Due to its low cost, BHT is used in small amounts to preserve certain foods: it is added, for a random example, to the inner packaging in cereal boxes. Questions are, what dosage of BHT would be safe to ingest

deliberately and would a safe dose be efficacious for whatever purpose the BHT would be ingested?

This can't be answered with any accuracy but there is also no evidence a trace amount taken deliberately would be harmful.
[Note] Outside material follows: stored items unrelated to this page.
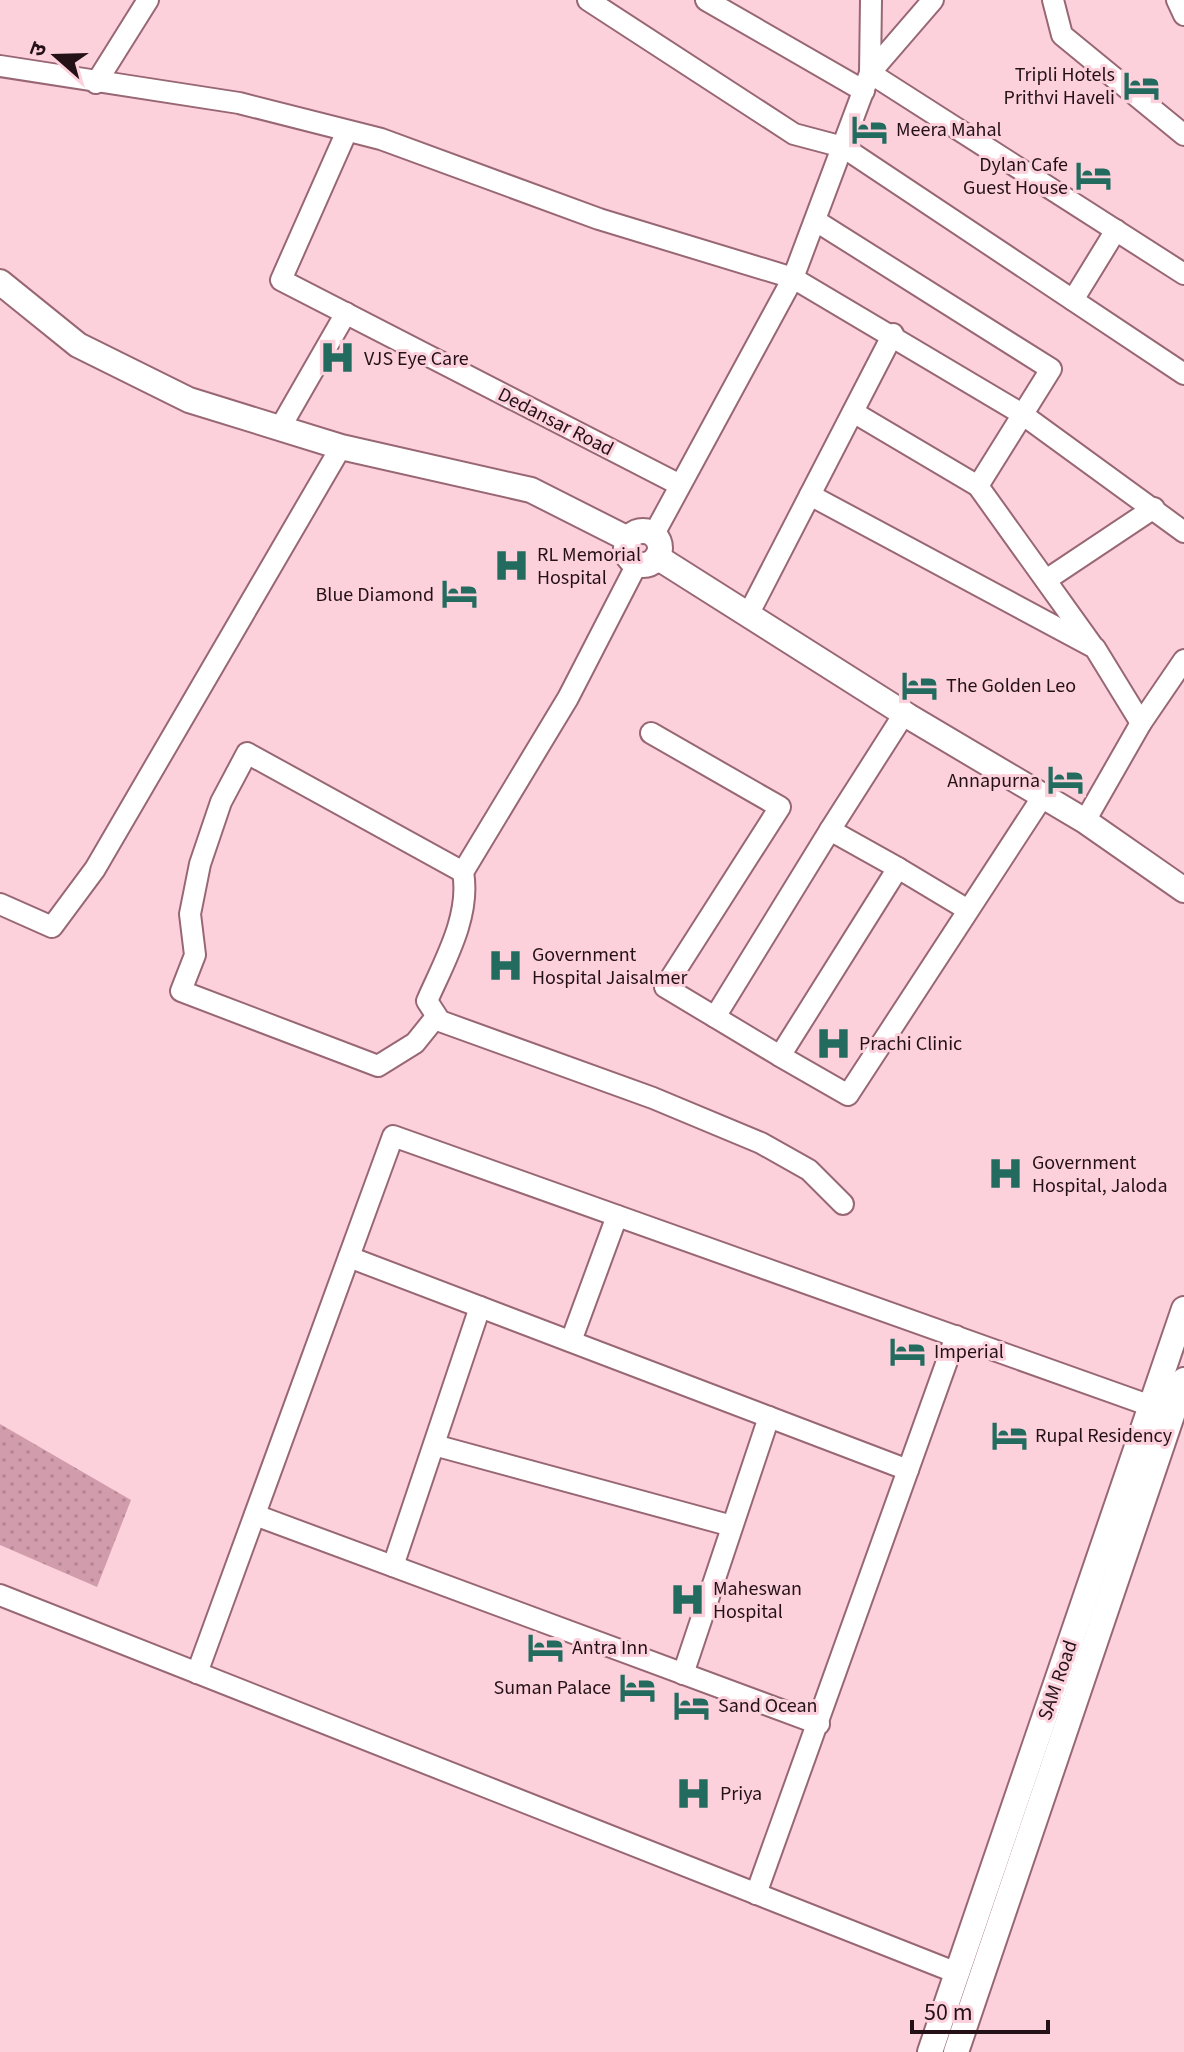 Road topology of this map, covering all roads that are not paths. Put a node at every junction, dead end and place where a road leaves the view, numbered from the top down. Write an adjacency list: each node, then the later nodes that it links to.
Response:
1 (148, 0): 11 (street)
2 (588, 0): 14 (street)
3 (706, 0): 10 (street)
4 (871, 0): 10 (street)
5 (933, 0): 10 (street)
6 (1053, 0): 13 (street)
7 (1177, 0): 8 (street)
8 (1184, 15)
9 (0, 66): 11 (street)
10 (867, 82): 14 (street); 16 (street)
11 (96, 83): 12 (street)
12 (347, 131): 18 (street); 21 (street, Dedansar Road)
13 (1184, 135)
14 (843, 147): 15 (street); 20 (street)
15 (816, 221): 18 (street); 25 (street)
16 (1116, 230): 17 (street); 20 (street)
17 (1184, 274)
18 (793, 278): 22 (street); 28 (street)
19 (0, 282): 26 (main road)
20 (1073, 300): 23 (street)
21 (346, 313): 26 (street); 28 (street, Dedansar Road)
22 (893, 334): 24 (street); 25 (street)
23 (1184, 374)
24 (853, 412): 29 (street); 30 (street)
25 (1022, 414): 29 (street); 31 (street)
26 (280, 428): 27 (main road)
27 (341, 447): 33 (main road); 47 (street)
28 (680, 485): 33 (street)
29 (978, 486): 34 (street)
30 (810, 495): 35 (street); 36 (street)
31 (1154, 508): 32 (street); 34 (street)
32 (1184, 532)
33 (649, 552): 35 (main road); 45 (street)
34 (1046, 580): 36 (street)
35 (748, 615): 38 (main road)
36 (1095, 648): 39 (street)
37 (1184, 660): 39 (street)
38 (904, 714): 41 (main road); 43 (street)
39 (1141, 723): 42 (street)
40 (651, 733): 50 (street)
41 (1043, 796): 42 (main road); 48 (street)
42 (1085, 821): 46 (main road)
43 (830, 830): 44 (street); 50 (street)
44 (898, 868): 48 (street); 51 (street)
45 (463, 872): 49 (street); 49 (street)
46 (1184, 890)
47 (0, 904)
48 (968, 910): 51 (street)
49 (436, 1017): 52 (street)
50 (715, 1017): 51 (street)
51 (780, 1056)
52 (843, 1204)
53 (617, 1216): 54 (street); 57 (street); 58 (street)
54 (349, 1257): 55 (street); 64 (street)
55 (480, 1307): 58 (street); 62 (street)
56 (1184, 1309): 60 (main road, SAM Road)
57 (956, 1336): 60 (street); 63 (street)
58 (571, 1341): 61 (street)
59 (1184, 1380): 74 (main road)
60 (1151, 1406): 72 (main road, SAM Road)
61 (769, 1417): 63 (street); 65 (street)
62 (434, 1445): 65 (street); 66 (street)
63 (908, 1470): 70 (street)
64 (255, 1515): 66 (street); 68 (street)
65 (732, 1526): 69 (street)
66 (393, 1566): 69 (street)
67 (0, 1595): 68 (street)
68 (197, 1673): 71 (street)
69 (683, 1674): 70 (street)
70 (819, 1724): 71 (street)
71 (756, 1894): 72 (street)
72 (957, 1973): 73 (main road, SAM Road)
73 (930, 2052)
74 (956, 2052) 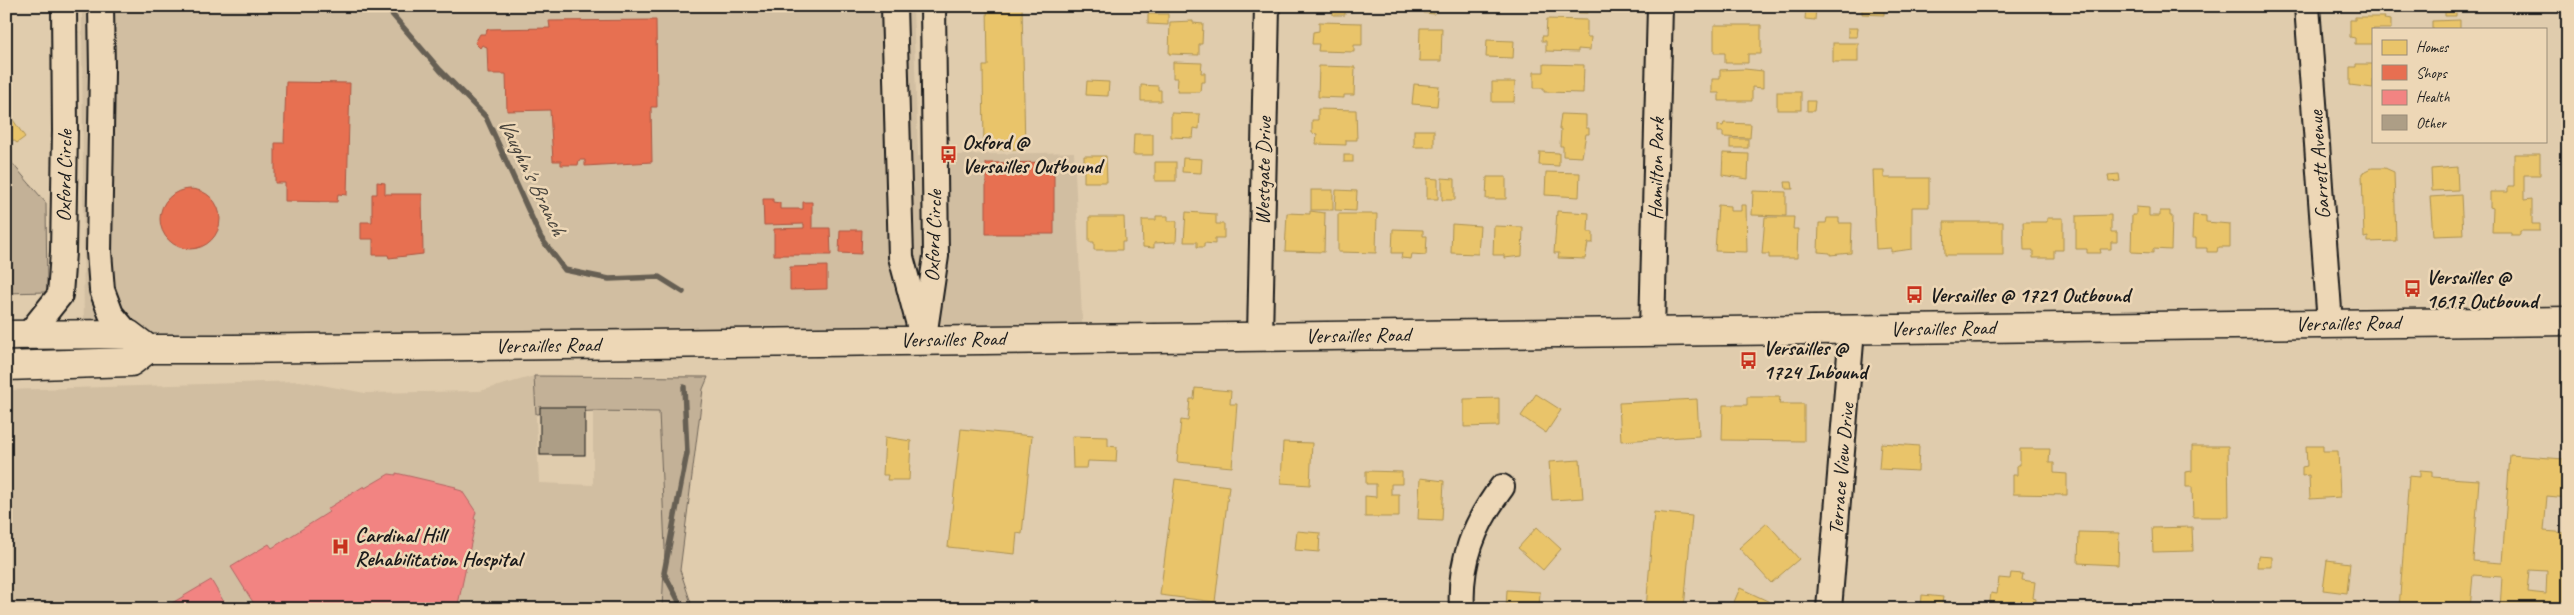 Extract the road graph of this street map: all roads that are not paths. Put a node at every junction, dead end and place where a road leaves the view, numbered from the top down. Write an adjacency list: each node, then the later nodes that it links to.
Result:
1 (64, 6): 12 (street, Oxford Circle)
2 (101, 6): 15 (street, Oxford Circle)
3 (894, 6): 14 (street, Oxford Circle)
4 (933, 6): 14 (street, Oxford Circle)
5 (1267, 6): 13 (street, Westgate Drive)
6 (1660, 6): 11 (street, Hamilton Park)
7 (2307, 6): 9 (street, Garrett Avenue)
8 (2568, 321): 9 (main road, Versailles Road)
9 (2330, 324): 10 (main road, Versailles Road)
10 (1852, 330): 11 (main road, Versailles Road); 19 (street, Terrace View Drive)
11 (1652, 331): 13 (main road, Versailles Road)
12 (17, 335): 15 (main road, Versailles Road)
13 (1260, 336): 14 (main road, Versailles Road)
14 (923, 340): 15 (main road, Versailles Road)
15 (138, 341): 16 (main road)
16 (6, 366)
17 (1502, 487): 18 (street)
18 (1462, 609)
19 (1829, 609) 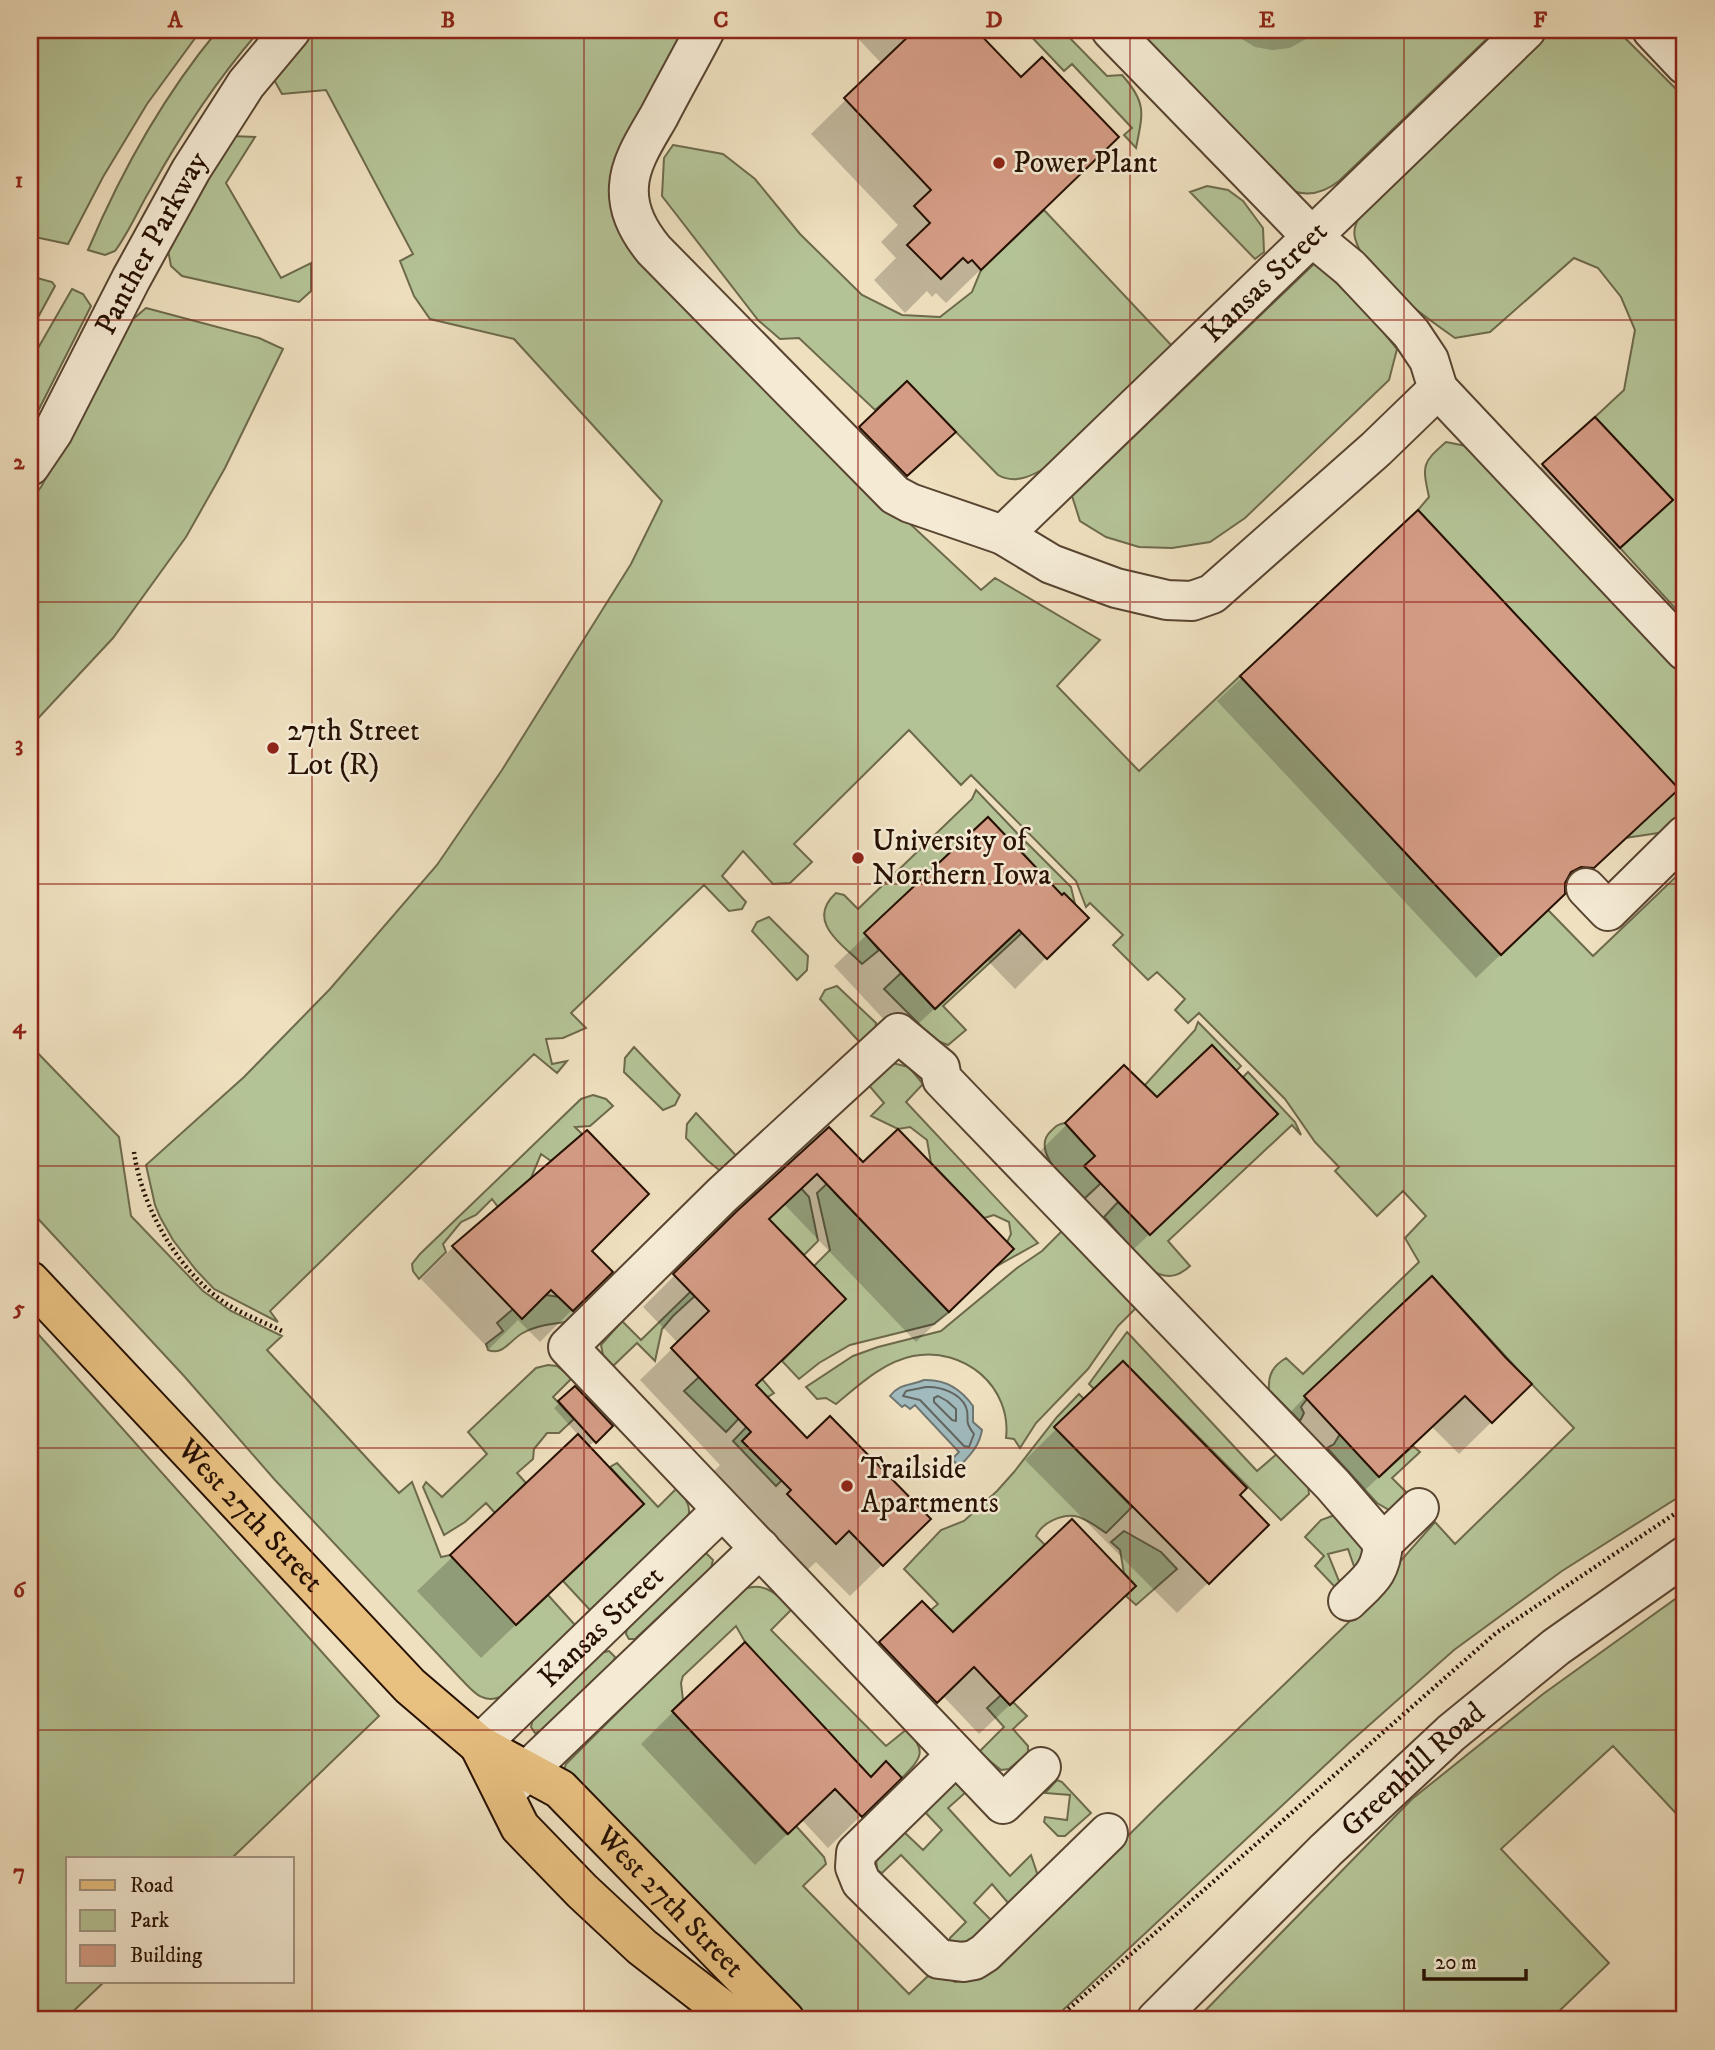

Plus, certain foodstuffs-- i.e. many oils & fats which are prone to rancidity-- might be more harmful without a preservative such as BHT than with a preservative added. In other words, it is an open question whether or not BHT is safe to ingest deliberately.



As for treating viruses, BHT lyses the lipid coating of certain viruses; research indicates BHT might be useful in treating herpes, which includes 'cold sores', and is sold over-the-counter at low cost, dosages ranging from circa 200 milligrams to one gram (average dose being 250- 500 milligrams). But the long-term effects of ingesting substantial doses of BHT are unknown. For starters, BHT cannot be patented, there is no financial incentive for researchers. Plus the government will not allow govt. labs or funds to be used to test BHT on humans.



The query frequently arises in discussions with the health conscious on the topic of preservatives: aren't preservatives unnatural?

Yes, and so is much of what we eat and drink; there is no perfect diet, no genuinely, truly natural diet, save for possibly the diets of our prehistoric ancestors. Preservatives are used in countless foods and it would be quite difficult to avoid all preservatives in the diet without eating an all-organic diet; growing and processing all of one's own food might well be the only sure-fire way of avoiding all preservatives.

The overwhelming majority of consumers have never deliberately ingested a preservative, yet over the course of their lives they have unwittingly ingested preservatives including BHT itself, although perhaps the amount is <1 milligram per serving of food/beverage. When one dines at a restaurant one has no idea what is contained in the fare; even if no preservatives are contained in the restaurant food, if the diner drinks flavored soda pop there is potassium and sodium benzoates plus other preservatives in the soda.



Again, there's simply no incentive for testing BHT in the lab-- so the use of this preservative in treating herpes comes down to self-medicating at one's own risk; as BHT costs little (possibly it costs more to manufacture and fill the bottles than manufacture the capsules) per 250 mg. capsule, it is cost-effective, can be be used in acute/chronic cases of herpes, and in trace amounts as an antioxidant.

Unless a 'cold sore', for instance, is mild and temporary, the slight risk of treating it with BHT is outweighed by the need to eliminate the discomfort. However using BHT in substantial dosages as an antioxidant is comparable to killing mosquitoes with a sledgehammer.



One thing is for sure: BHT is not a placebo, it's powerful stuff. If you were to take the maximum dose once to experience it, you would feel the effects. And BHT doesn't need a preservative to stay fresh-- it is a preservative.